Magnetic responsive materials have drawn a lot of interest due to their potential breakthrough applications in a wide range of application such as in the biomedical field (drug delivery, tissue engineering, biosensors), coatings, microfluidics and microelectronics. For the development of physically active platforms intended for (multi)functional advanced applications, silk is currently considered the biomaterial of choice due to its piezoelectricity [20], biocompatibility and biodegradability. Indeed, piezoelectric polymers such as poly(vinylidene fluoride) (PVDF) are increasingly being used as suitable materials for the development of applications relying in the electroactive, mainly piezo-, pyro- and ferroelectric, response [21,22]. Further, the incorporation of magnetostrictive nanoparticles onto the matrix of piezoelectric polymers allows the development of nanocomposites with magnetic, magnetomechanical and magnetoelectric properties suitable for applications ranging from sensors and actuators to cells stimulation in tissue engineering [23,24]. Regarding sensors development, different PVDF-based magnetoelectric (ME) heterostructures such as nanosheets [25] or laminates [26,27] with high magnetoelectric responses have been produced. The application of a magnetic field on these type of composites causes a magnetostrictive response of the magnetic phase, with the mechanical stress being transferred to the piezoelectric polymer and, therefore, developing an electrical response due to the piezoelectric coupling within the polymer phase [28].

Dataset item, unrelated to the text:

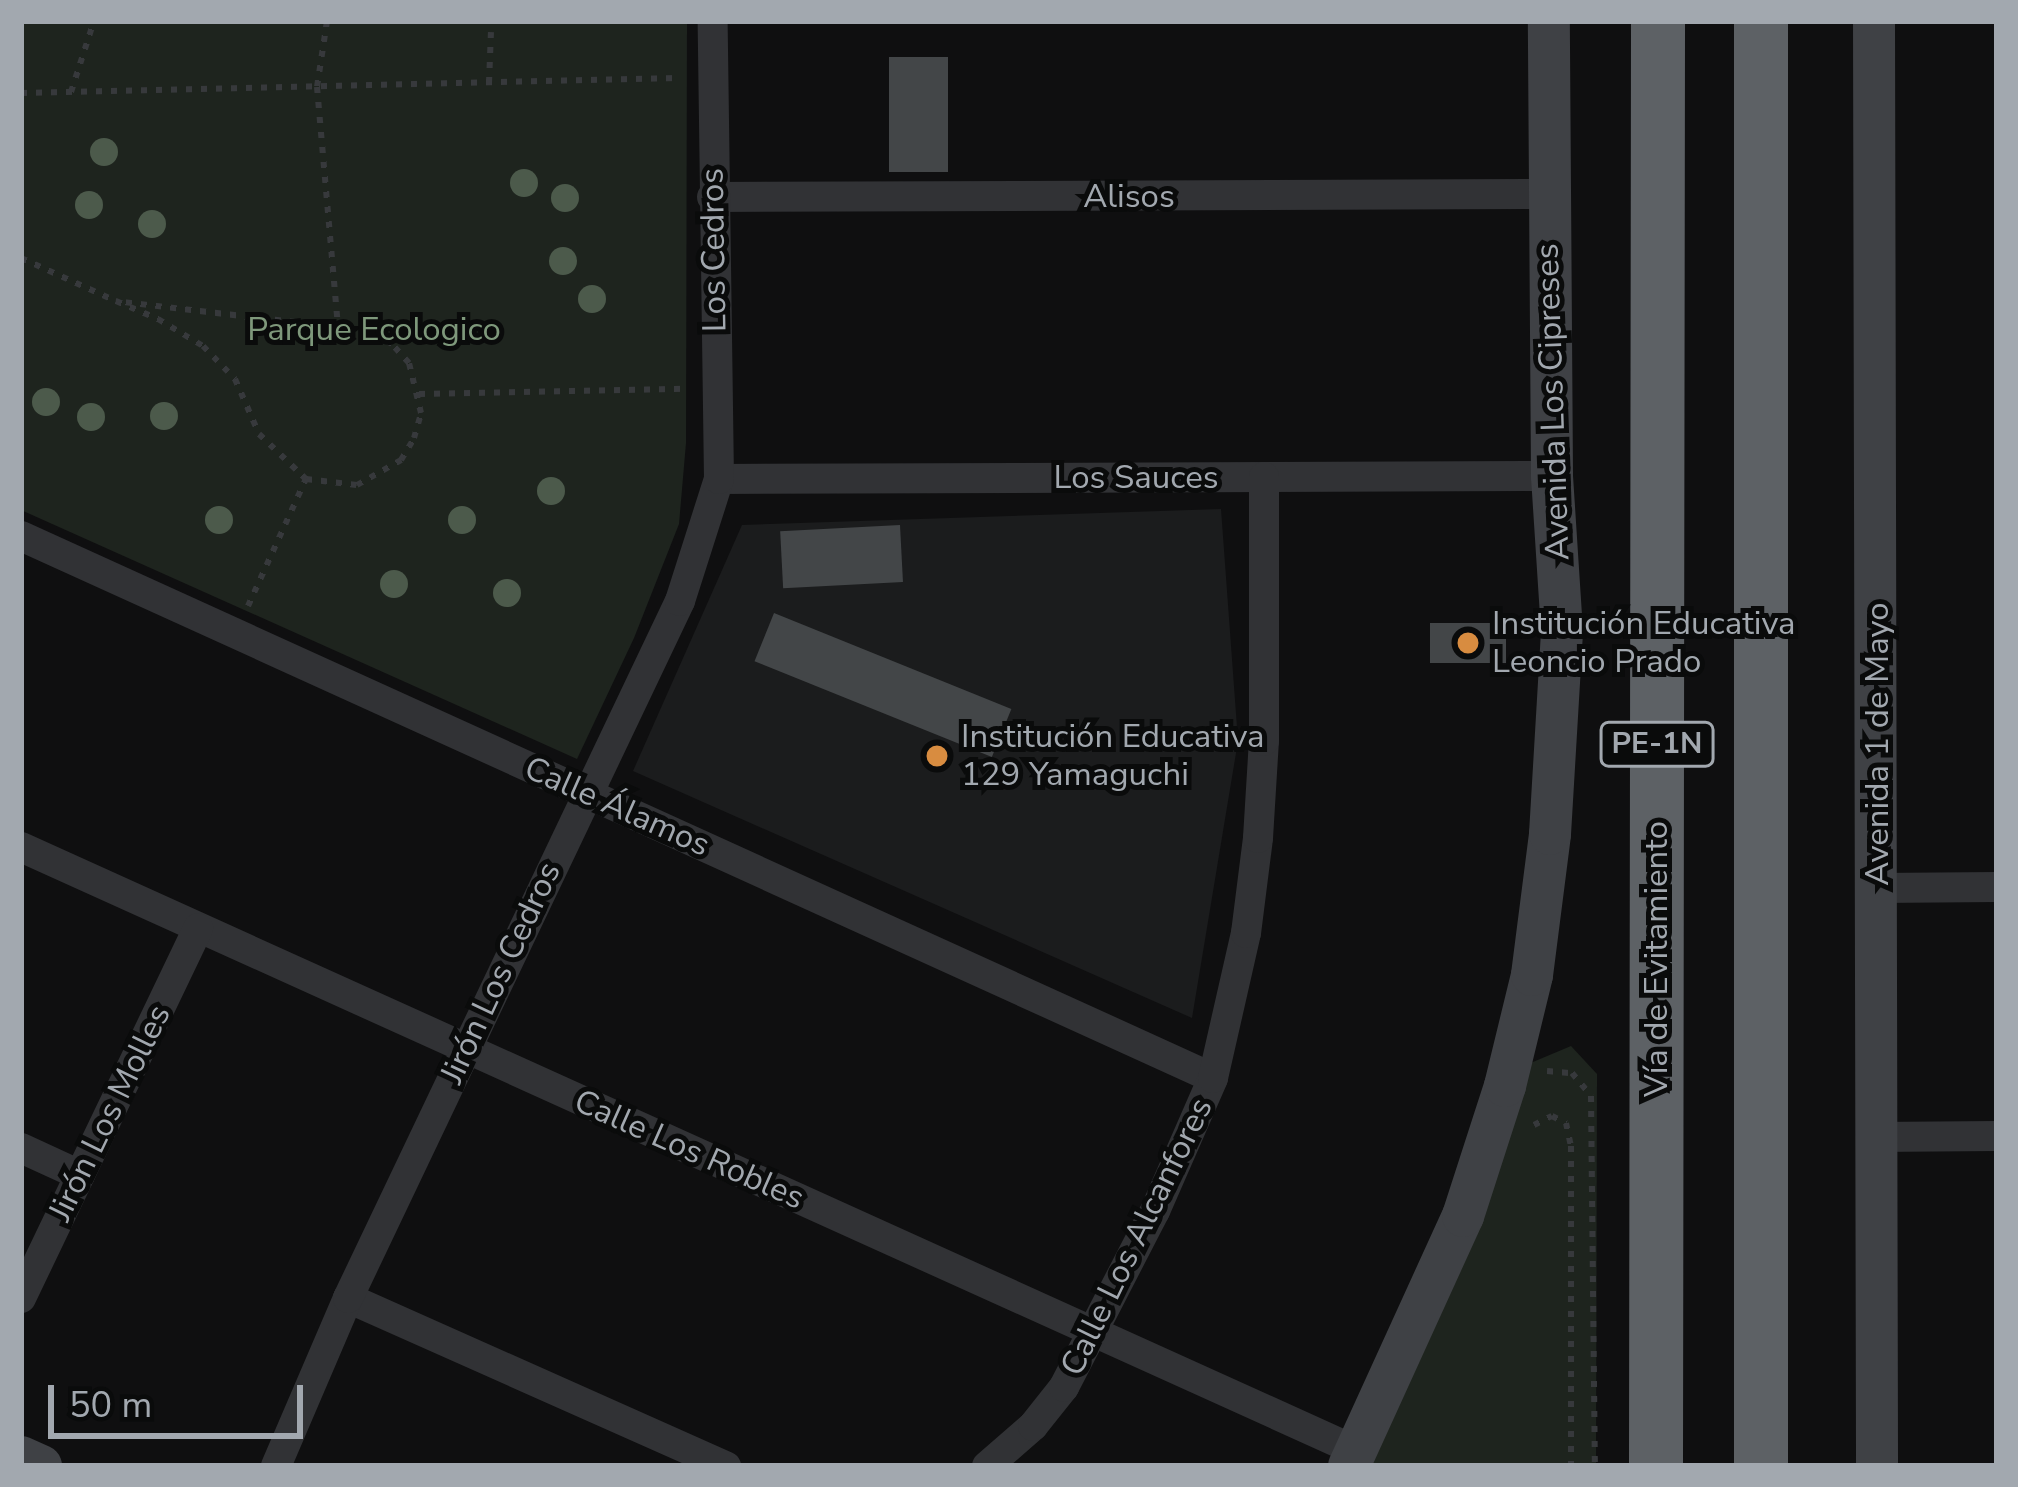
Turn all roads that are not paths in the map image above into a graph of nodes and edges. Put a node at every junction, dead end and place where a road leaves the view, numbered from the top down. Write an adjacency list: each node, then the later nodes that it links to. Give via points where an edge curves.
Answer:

In tissue engineering, this ME effect has been used through the application of mechanical and/or magnetic stimuli using a lab-made bioreactor [29] able to impart a controlled magnetic stimulation to scaffolds. It has been demonstrated that magnetically [20] and mechanically [30] stimulated electrical responses on the surface of the material promotes a proper microenvironment for the efficient growth and proliferation of pre-osteoblastic cells [31], as well as an effective osteogenic differentiation of human adipose stem cells [32]. In general, this purpose has been achieved mainly by using PVDF-based polymers. However, the lack of biodegradability of these compounds is a concern in tissue engineering applications.

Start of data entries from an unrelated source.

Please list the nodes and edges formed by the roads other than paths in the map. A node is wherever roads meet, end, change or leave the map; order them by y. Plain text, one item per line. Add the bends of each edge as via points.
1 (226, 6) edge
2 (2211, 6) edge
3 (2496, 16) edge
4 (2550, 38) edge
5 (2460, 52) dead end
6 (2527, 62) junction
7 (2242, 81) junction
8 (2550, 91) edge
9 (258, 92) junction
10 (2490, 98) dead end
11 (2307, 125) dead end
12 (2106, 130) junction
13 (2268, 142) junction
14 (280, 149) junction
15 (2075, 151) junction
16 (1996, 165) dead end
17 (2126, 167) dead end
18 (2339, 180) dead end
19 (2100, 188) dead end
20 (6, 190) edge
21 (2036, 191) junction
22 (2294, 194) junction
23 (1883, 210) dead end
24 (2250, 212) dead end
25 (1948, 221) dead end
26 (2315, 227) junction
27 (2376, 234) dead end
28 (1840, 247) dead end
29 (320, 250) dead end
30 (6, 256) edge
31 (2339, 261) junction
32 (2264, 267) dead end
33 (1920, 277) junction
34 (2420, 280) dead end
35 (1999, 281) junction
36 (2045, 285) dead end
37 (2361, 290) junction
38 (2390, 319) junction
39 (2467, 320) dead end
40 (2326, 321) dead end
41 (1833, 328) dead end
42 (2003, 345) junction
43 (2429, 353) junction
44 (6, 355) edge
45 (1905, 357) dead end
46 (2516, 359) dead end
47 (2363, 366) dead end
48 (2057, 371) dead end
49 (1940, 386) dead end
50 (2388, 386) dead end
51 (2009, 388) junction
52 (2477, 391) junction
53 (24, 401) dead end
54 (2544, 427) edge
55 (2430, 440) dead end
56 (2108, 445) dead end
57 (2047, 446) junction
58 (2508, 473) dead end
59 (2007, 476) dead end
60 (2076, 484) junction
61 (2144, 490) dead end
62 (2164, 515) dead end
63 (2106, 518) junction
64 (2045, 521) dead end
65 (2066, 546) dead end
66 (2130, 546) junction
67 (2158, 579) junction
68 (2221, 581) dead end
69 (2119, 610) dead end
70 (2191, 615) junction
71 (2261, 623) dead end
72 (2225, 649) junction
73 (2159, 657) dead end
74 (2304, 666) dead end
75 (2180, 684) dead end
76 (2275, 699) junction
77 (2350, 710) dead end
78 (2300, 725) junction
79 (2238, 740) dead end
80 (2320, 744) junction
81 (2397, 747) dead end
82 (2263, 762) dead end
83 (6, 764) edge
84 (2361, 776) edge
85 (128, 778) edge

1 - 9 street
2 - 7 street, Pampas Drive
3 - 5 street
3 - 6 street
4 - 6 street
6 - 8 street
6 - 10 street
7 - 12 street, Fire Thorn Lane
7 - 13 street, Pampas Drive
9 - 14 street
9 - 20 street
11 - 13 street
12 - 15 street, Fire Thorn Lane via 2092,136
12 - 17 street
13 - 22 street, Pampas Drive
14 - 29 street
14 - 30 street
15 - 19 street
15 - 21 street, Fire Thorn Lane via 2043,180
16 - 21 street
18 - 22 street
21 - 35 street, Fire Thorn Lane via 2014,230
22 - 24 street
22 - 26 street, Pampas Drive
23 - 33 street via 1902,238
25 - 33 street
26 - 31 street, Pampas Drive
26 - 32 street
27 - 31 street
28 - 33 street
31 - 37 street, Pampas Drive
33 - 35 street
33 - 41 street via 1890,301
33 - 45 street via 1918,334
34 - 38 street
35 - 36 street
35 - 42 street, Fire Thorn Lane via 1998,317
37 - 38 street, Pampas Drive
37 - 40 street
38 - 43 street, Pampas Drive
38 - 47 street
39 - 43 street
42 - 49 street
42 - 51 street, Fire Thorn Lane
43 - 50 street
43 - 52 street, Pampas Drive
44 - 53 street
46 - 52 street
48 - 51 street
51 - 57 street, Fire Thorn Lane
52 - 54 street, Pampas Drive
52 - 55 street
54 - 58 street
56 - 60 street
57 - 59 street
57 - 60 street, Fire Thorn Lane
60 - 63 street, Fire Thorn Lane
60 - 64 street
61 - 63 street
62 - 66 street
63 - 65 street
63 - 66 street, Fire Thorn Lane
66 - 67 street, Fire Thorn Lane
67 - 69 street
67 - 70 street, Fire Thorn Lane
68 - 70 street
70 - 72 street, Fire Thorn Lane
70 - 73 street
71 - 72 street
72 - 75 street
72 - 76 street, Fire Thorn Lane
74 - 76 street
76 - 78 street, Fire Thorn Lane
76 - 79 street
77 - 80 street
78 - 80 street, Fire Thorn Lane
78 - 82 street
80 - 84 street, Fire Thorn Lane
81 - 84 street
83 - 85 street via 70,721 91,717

Despite its increasing interest, recombinant protein polymers have been underutilized in materials science due to the required interdisciplinary synergy between materials science engineers and molecular biologists that implies a convergence of knowledge.

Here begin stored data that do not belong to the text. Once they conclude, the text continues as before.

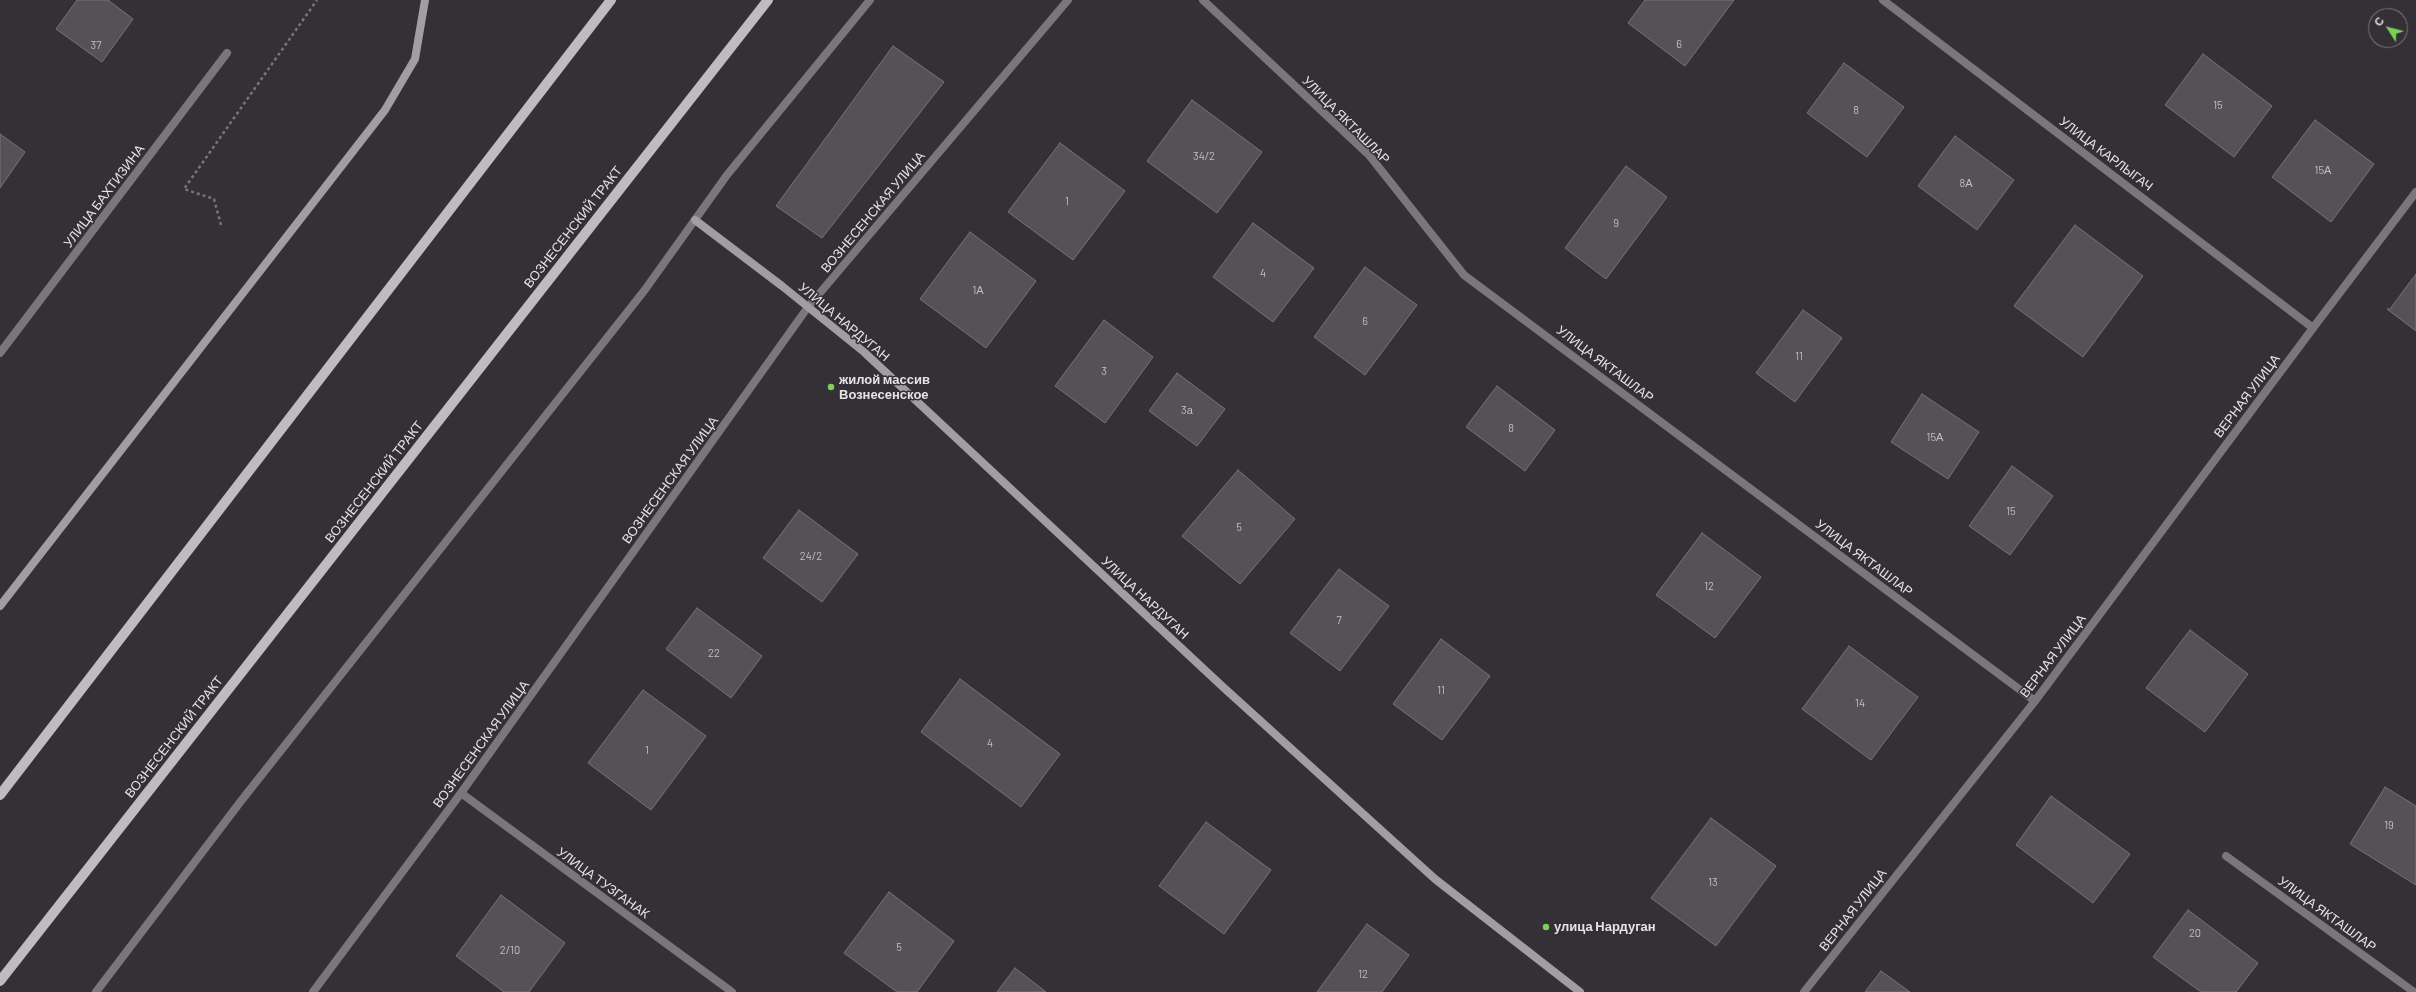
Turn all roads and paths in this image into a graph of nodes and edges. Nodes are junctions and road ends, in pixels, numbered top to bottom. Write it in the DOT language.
graph roads {
  1 [pos="317,0"];
  2 [pos="425,0"];
  3 [pos="611,0"];
  4 [pos="768,0"];
  5 [pos="870,0"];
  6 [pos="1068,0"];
  7 [pos="1203,0"];
  8 [pos="1883,0"];
  9 [pos="227,53"];
  10 [pos="2416,192"];
  11 [pos="695,220"];
  12 [pos="221,224"];
  13 [pos="808,307"];
  14 [pos="2313,328"];
  15 [pos="0,353"];
  16 [pos="0,606"];
  17 [pos="2035,701"];
  18 [pos="461,793"];
  19 [pos="0,795"];
  20 [pos="2226,856"];
  21 [pos="0,980"];
  22 [pos="96,992"];
  23 [pos="313,992"];
  24 [pos="732,992"];
  25 [pos="1580,992"];
  26 [pos="1804,992"];
  27 [pos="2414,992"];
  1 -- 12 [label="path"];
  2 -- 16 [label="street"];
  3 -- 19 [label="main road"];
  4 -- 21 [label="main road, ВОЗНЕСЕНСКИЙ ТРАКТ"];
  5 -- 11 [label="street"];
  6 -- 13 [label="street, ВОЗНЕСЕНСКАЯ УЛИЦА"];
  7 -- 17 [label="street, УЛИЦА ЯКТАШЛАР"];
  8 -- 14 [label="street, УЛИЦА КАРЛЫГАЧ"];
  9 -- 15 [label="street, УЛИЦА БАХТИЗИНА"];
  10 -- 14 [label="street, ВЕРНАЯ УЛИЦА"];
  11 -- 13 [label="street, УЛИЦА НАРДУГАН"];
  11 -- 22 [label="street"];
  13 -- 18 [label="street, ВОЗНЕСЕНСКАЯ УЛИЦА"];
  13 -- 25 [label="street, УЛИЦА НАРДУГАН"];
  14 -- 17 [label="street, ВЕРНАЯ УЛИЦА"];
  17 -- 26 [label="street, ВЕРНАЯ УЛИЦА"];
  18 -- 23 [label="street, ВОЗНЕСЕНСКАЯ УЛИЦА"];
  18 -- 24 [label="street, УЛИЦА ТУЗГАНАК"];
  20 -- 27 [label="street, УЛИЦА ЯКТАШЛАР"];
}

Motivated by the potential application of genetically engineered protein polymers in materials science, the unique characteristics of SELP-59-A and the gap in the development on new functional biocomposites here, we report the fabrication of a novel physically active biodegradable nanocomposite comprising the genetically engineered SELP-59-A incorporated with magnetostrictive cobalt ferrite (CoFe₂O₄, CFO) nanoparticles. These particles are characterized by high magnetization properties and high magnetostrictive response [[33], [34], [35]], and have been successfully used for the formulation of non-cytotoxic magnetic biocomposites [36]. Therefore, the formulation of SELP-59-A/CFO composites will generate a magnetically responsive bio-based material that can be further used for advanced applications, such as in sensors development and tissue engineering.